AI continues to be a thorn in the side of modern entertainment media. More and more creatives across the mediums are taking a stand against it. Recently, Sarah Silverman and other authors filed lawsuits against OpenAI and ChatGPT for scanning and using their books without consent. “Game of Thrones” creator George RR Martin has joined the ranks of many authors suing OpenAI for copyright infringement. Martin is joining other authors like John Grisham and Jonathan Franzen in taking a stand against the illegal copying of their works to teach AI.
The Author’s Guild and 17 authors of note filed the lawsuit on September 20th. According to the suit, OpenAI has violated the laws of copyright and “copied plaintiffs’ works wholesale, without permission or consideration” and fed the copyrighted material into large language models (or LLMS), which are “algorithms designed to output human-seeming text responses to users’ prompts and queries.”
It goes on to state that it’s a direct endangerment of an author’s ability to make a living. It allows those without the learned skill and experience of writing novels to cheaply generate words that aren’t their own. Words that technically belong to the authors from which this words were taken. This also makes plagiarism a thousand times easier than before. In short, it’s a danger to authors and writing mediums.

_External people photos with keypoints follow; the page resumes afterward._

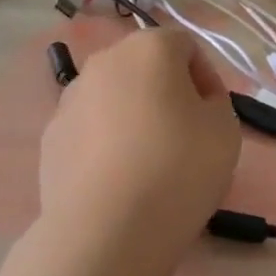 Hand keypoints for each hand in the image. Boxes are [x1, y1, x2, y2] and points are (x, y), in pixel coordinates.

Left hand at [37, 28, 241, 273]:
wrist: (106, 229)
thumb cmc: (178, 168)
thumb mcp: (226, 131)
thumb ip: (215, 103)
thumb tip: (194, 104)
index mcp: (149, 48)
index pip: (186, 46)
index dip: (206, 78)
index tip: (214, 116)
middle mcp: (104, 61)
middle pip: (144, 68)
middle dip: (166, 94)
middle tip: (185, 137)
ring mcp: (70, 99)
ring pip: (113, 98)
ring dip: (133, 118)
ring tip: (149, 164)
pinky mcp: (50, 137)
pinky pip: (89, 131)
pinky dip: (105, 145)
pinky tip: (118, 182) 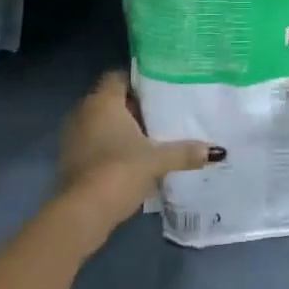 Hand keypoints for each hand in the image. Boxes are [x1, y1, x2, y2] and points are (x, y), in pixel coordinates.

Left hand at [52, 72, 221, 247]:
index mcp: (102, 102)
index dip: (138, 80)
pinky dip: (110, 145)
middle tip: (162, 113)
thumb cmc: (120, 171)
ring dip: (121, 127)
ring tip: (151, 136)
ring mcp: (73, 136)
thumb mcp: (157, 160)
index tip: (160, 89)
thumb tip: (217, 151)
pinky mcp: (71, 159)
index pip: (118, 76)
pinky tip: (132, 158)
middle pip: (111, 99)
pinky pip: (94, 141)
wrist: (82, 212)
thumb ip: (185, 152)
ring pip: (101, 121)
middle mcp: (83, 112)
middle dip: (134, 106) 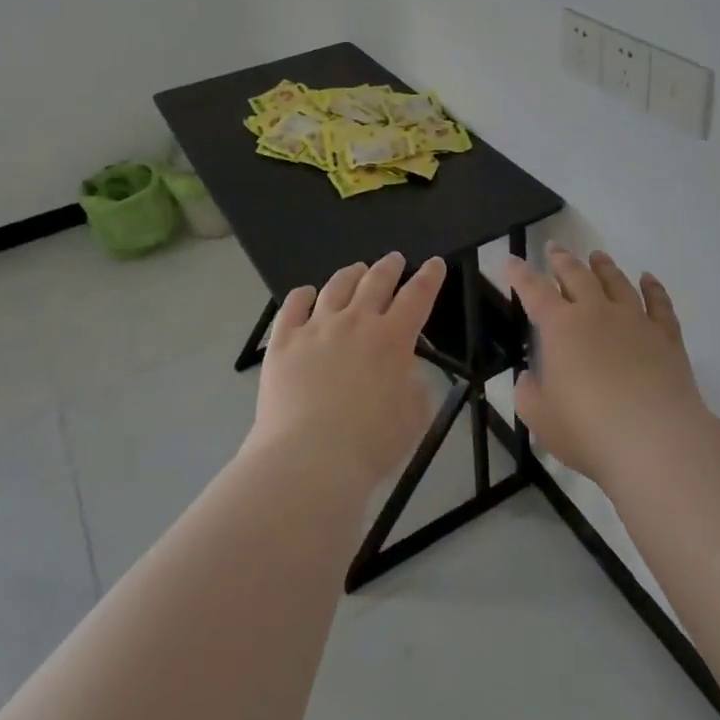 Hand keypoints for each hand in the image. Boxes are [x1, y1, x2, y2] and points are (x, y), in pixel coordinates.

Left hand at [246, 251, 444, 489]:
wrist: (308, 460)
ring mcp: (316, 328)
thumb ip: (415, 386)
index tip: (435, 263)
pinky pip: (293, 305)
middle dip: (389, 266)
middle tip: (395, 259)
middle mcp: (355, 322)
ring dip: (351, 273)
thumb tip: (406, 369)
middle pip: (376, 281)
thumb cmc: (370, 445)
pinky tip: (307, 293)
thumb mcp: (414, 418)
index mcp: (392, 339)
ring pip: (336, 286)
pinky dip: (303, 295)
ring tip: (357, 269)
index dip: (429, 277)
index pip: (417, 296)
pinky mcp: (283, 341)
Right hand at [510, 245, 707, 486]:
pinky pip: (659, 303)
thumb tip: (529, 378)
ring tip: (597, 256)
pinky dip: (653, 287)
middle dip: (562, 260)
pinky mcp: (666, 337)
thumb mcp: (541, 418)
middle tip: (555, 249)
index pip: (534, 291)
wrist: (655, 441)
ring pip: (617, 282)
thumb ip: (529, 394)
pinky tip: (648, 279)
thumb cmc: (588, 431)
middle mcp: (597, 313)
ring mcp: (635, 321)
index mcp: (561, 327)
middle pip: (577, 275)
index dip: (520, 274)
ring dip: (604, 267)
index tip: (511, 259)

No Compensation, Only Stolen Works
Franzen added in a statement, “Generative AI is a vast new field for Silicon Valley’s longstanding exploitation of content providers. Authors should have the right to decide when their works are used to ‘train’ AI. If they choose to opt in, they should be appropriately compensated.”
The plaintiffs for the suit are hoping for it to be filed as a class action suit, along with a permanent injunction prohibiting the use of their works in AI models. Of the things being made a stand against, AI is a danger to all mediums, and serves only to cheapen the works made by human hands or minds. So it’s nice to see the work being done to try and treat it as the theft it is.